The Geological Society of America in collaboration with the National Park Service and AmeriCorps selected University of Houston geology graduate Amanda Pascali (’20) for a Geoscientists in the Parks position at Joshua Tree National Park. Selected for Spring 2021, Pascali will spend three months in the California desert as part of this opportunity. She was chosen from a field of hundreds of applicants.

Amanda Pascali
Amanda Pascali (’20) on an outcrop of Gneiss rocks at Joshua Tree National Park.

“I heard about Geoscientists in the Parks (GIP) from Dr. Paul Mann about three years ago when I first declared as a geology major and was working in his research group,” says Pascali. “He told me about one of his students who had applied for the program and was to complete a term over the summer.”

Since Pascali usually took classes during the summer, fall, and spring, she never got a chance to serve a term with GIP while in school.
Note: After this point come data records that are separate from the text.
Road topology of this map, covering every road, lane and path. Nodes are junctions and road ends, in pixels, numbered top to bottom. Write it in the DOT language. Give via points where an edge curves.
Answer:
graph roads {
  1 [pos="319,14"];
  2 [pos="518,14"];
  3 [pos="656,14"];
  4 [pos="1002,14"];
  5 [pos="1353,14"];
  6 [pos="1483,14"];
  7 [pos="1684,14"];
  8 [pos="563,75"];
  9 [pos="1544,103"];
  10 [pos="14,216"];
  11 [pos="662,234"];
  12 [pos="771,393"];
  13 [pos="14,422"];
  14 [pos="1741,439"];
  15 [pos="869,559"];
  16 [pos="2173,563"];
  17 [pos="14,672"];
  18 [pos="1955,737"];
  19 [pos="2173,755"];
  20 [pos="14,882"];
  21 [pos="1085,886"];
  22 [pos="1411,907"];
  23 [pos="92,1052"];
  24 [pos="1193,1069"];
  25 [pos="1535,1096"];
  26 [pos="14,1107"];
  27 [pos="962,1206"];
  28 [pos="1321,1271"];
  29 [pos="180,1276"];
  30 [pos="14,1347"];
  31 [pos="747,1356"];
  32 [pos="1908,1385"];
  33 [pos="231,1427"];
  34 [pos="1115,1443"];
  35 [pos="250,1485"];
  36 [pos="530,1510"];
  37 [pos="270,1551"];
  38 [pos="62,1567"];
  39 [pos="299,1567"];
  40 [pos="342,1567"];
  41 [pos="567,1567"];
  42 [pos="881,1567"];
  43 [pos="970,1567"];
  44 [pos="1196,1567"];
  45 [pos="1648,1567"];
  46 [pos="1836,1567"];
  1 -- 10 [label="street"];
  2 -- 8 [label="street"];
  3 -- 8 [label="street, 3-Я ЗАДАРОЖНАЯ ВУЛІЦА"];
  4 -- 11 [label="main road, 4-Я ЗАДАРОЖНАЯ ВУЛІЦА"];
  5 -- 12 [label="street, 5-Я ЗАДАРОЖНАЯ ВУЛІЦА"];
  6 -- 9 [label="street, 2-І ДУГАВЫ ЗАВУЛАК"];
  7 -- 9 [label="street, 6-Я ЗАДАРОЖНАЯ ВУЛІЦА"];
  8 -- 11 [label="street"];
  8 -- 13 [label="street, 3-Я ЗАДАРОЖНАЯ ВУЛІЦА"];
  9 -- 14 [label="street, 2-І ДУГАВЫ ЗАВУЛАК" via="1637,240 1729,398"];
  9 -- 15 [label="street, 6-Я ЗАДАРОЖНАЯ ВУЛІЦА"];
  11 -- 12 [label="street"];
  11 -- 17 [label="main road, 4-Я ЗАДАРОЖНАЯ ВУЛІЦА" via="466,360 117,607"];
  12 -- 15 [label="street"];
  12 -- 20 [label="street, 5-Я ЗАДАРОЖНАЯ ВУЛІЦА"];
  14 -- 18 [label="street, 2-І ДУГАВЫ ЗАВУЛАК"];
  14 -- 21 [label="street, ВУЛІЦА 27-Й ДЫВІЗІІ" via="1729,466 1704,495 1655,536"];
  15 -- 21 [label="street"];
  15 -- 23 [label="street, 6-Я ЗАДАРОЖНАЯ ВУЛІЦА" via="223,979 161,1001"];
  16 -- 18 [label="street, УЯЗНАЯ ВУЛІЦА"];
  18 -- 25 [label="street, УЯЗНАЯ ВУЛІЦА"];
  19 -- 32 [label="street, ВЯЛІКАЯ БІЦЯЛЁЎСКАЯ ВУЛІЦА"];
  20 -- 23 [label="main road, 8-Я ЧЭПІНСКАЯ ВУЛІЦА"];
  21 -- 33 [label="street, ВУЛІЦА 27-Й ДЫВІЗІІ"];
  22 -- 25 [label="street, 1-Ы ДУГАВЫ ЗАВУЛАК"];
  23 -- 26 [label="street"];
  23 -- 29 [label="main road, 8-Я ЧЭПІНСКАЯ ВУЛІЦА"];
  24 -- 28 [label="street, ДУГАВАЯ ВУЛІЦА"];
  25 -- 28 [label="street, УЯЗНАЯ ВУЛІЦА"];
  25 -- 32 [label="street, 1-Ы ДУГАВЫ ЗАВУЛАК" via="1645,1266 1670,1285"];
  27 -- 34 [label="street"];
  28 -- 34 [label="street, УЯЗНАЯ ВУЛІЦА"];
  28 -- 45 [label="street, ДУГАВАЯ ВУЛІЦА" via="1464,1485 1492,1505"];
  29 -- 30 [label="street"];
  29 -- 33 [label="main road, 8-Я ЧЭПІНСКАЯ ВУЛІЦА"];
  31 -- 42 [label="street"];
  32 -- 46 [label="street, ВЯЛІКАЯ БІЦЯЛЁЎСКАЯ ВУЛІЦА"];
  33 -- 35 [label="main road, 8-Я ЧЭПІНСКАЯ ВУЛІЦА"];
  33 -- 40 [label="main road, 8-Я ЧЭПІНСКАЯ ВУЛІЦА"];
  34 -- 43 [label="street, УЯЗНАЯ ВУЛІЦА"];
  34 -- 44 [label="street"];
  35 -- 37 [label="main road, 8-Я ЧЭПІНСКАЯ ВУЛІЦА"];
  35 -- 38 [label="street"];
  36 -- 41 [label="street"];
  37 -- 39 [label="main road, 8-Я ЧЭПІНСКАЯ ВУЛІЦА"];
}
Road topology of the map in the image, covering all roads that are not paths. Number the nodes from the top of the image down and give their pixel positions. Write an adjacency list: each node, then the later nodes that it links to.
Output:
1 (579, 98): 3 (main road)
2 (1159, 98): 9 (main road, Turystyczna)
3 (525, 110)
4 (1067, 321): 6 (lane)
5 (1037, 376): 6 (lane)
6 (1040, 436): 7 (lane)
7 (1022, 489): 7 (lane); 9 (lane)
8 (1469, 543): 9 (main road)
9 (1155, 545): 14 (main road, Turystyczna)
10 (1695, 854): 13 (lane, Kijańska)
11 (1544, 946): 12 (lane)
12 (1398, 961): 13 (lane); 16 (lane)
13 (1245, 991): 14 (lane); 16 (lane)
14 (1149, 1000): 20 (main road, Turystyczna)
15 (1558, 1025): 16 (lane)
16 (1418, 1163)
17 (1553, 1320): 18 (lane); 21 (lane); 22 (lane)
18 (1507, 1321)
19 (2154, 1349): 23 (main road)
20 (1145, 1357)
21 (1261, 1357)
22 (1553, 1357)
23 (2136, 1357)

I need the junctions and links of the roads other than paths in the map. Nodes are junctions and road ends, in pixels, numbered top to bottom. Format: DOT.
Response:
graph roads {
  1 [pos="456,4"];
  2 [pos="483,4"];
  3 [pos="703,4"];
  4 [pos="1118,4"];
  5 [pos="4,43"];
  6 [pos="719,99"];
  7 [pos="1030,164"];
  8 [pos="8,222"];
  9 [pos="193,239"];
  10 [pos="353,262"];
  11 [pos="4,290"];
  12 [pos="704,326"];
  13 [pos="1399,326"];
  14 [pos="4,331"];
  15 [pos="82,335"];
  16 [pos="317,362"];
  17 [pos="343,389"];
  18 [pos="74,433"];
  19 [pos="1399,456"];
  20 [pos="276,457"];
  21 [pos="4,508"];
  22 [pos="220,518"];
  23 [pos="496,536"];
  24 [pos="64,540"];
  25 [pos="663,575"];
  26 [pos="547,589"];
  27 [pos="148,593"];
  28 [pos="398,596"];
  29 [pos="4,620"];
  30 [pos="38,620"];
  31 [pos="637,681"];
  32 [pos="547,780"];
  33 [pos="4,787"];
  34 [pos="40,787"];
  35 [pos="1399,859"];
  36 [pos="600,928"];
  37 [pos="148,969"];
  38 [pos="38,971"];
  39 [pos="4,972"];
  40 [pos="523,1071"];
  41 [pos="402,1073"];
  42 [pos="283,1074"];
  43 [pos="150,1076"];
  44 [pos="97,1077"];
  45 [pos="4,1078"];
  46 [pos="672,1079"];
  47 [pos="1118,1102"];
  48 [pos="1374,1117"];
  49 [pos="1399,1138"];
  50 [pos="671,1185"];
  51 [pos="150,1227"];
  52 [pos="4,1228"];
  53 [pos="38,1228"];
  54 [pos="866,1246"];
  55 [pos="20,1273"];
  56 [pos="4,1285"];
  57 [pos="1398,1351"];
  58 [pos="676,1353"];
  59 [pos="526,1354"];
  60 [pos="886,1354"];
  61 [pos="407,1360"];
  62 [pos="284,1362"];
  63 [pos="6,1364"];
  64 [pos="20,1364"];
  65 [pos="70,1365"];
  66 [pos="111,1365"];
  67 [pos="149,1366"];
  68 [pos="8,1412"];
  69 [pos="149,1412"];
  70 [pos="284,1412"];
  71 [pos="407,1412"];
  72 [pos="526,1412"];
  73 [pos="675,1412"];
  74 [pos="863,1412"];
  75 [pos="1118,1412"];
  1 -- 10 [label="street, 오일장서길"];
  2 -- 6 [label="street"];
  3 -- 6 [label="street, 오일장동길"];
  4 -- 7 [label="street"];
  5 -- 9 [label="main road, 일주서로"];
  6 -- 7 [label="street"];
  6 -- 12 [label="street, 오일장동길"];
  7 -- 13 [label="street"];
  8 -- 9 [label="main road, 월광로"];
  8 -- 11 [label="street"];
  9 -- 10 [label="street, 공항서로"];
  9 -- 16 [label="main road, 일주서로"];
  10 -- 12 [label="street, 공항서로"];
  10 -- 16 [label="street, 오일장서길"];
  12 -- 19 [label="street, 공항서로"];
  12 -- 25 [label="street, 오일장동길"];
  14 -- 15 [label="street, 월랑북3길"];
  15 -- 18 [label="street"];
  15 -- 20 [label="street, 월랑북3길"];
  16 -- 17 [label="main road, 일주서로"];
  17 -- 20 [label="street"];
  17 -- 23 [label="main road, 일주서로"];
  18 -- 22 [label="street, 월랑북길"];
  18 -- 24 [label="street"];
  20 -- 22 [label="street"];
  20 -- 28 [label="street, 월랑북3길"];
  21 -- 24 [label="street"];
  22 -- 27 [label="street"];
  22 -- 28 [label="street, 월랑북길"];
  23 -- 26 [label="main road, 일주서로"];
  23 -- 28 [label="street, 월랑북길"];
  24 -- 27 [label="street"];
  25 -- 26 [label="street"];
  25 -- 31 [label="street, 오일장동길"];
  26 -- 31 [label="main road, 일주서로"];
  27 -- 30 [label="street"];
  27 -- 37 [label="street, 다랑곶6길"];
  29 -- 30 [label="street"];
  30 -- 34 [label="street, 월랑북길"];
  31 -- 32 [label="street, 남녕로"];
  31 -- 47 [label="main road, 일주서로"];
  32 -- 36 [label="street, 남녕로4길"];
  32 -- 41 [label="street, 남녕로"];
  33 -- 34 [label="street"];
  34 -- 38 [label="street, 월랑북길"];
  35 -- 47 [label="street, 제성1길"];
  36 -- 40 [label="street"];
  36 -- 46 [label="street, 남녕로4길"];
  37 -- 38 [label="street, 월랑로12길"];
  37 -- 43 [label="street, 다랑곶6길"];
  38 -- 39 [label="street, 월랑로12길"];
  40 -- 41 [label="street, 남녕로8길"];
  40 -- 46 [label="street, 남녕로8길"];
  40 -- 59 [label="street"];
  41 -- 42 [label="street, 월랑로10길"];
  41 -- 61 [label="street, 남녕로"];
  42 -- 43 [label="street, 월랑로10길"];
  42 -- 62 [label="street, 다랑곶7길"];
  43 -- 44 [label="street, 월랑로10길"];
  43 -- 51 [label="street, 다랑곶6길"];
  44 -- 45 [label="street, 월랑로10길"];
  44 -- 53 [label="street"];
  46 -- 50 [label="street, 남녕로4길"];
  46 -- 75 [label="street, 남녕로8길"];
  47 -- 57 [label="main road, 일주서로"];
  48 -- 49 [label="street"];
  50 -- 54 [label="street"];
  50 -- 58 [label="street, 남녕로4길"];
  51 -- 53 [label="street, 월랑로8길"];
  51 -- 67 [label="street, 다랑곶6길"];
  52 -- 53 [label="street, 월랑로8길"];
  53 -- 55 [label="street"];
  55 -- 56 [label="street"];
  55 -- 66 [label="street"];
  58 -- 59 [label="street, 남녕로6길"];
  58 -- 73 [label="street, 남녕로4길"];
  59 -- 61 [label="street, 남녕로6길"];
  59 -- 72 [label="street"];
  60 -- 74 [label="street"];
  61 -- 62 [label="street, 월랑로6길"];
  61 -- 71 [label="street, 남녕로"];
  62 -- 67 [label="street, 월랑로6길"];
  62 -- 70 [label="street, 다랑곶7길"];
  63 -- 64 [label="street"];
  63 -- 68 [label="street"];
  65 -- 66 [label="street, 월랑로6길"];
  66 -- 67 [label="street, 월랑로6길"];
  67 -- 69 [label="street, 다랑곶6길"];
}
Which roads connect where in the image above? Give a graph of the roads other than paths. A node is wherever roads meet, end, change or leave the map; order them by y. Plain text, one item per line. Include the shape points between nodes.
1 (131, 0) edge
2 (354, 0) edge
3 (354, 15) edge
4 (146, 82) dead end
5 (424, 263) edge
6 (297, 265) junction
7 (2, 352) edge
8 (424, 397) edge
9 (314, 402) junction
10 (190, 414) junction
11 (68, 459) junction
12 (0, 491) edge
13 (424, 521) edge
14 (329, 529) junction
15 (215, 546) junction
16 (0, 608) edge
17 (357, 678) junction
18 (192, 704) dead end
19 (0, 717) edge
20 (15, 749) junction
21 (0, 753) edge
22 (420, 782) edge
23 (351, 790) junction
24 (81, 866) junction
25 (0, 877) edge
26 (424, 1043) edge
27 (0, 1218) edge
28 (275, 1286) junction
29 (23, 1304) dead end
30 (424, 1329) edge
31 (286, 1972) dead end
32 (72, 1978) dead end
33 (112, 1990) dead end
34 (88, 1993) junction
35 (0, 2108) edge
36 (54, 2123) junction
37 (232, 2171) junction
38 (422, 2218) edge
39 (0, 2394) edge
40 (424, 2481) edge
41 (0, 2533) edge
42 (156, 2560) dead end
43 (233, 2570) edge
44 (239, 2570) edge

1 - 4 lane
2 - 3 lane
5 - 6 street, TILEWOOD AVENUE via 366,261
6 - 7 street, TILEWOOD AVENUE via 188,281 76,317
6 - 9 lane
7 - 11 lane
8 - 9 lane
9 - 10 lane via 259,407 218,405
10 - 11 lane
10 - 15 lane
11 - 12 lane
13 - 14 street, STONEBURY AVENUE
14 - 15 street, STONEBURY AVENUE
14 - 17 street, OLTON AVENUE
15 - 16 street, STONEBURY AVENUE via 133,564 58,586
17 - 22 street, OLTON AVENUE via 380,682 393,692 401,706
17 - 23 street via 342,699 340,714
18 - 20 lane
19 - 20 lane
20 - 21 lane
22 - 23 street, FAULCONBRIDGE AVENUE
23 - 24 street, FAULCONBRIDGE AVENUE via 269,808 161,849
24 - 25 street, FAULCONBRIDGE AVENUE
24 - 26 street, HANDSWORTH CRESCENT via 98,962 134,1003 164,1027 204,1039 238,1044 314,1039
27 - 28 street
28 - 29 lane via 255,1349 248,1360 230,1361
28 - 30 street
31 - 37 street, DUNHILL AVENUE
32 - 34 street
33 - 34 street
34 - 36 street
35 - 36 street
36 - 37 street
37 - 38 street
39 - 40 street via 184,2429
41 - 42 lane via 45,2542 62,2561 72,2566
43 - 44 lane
“During the summer between my junior and senior year, I completed an international field camp course in Spitsbergen, Svalbard, so there was no time that summer either,” Pascali said. “It wasn't until my last semester that I was finally able to apply for several GIP opportunities across the country. Later on, during the summer of 2020, Joshua Tree National Park called me and told me they wanted me here in the Spring of 2021.”

During quarantine, Pascali took and passed the ASBOG exam, becoming a board-certified Geologist in Training before her departure to Joshua Tree. In the park, she works as a research assistant and science communicator, translating complex scientific topics to be understood by non-science audiences.

In addition to assisting visiting professors and scientists with data collection and interpretation for research on the igneous and metamorphic rock formations in the field, she is developing educational materials for teaching geology to non-science audiences, especially children.

“I have been interested in science communication since I was little. I was a big Carl Sagan fan,” Pascali said. “During my undergrad at UH, I took every opportunity I could to do science outreach at local ‘Title I’ elementary schools for children from low-income families. My interest is in encouraging young girls and under-represented groups to pursue science.”

In the fall of 2020, as the publicity director of the AAPG Women's Network, Pascali published an article in AAPG Explorer titled Representation and Retention Matters. The article discusses studies done by Microsoft and others that show that children from under-represented groups with role models in STEM are more likely to pursue pro-science career aspirations.

“I am here to inspire the next generation of geoscientists,” says Pascali. “My future career goals are heavily focused on humanitarian work and increasing accessibility to science education for people around the world. Science can truly be revolutionary if it is made accessible to the public.”

Pascali thanks her UH Department of Earth & Atmospheric Sciences mentors Dr. Paul Mann, Dr. Julia Wellner, and Dr. Peter Copeland for encouraging her to seek out such opportunities and grow as both a geoscientist and a communicator.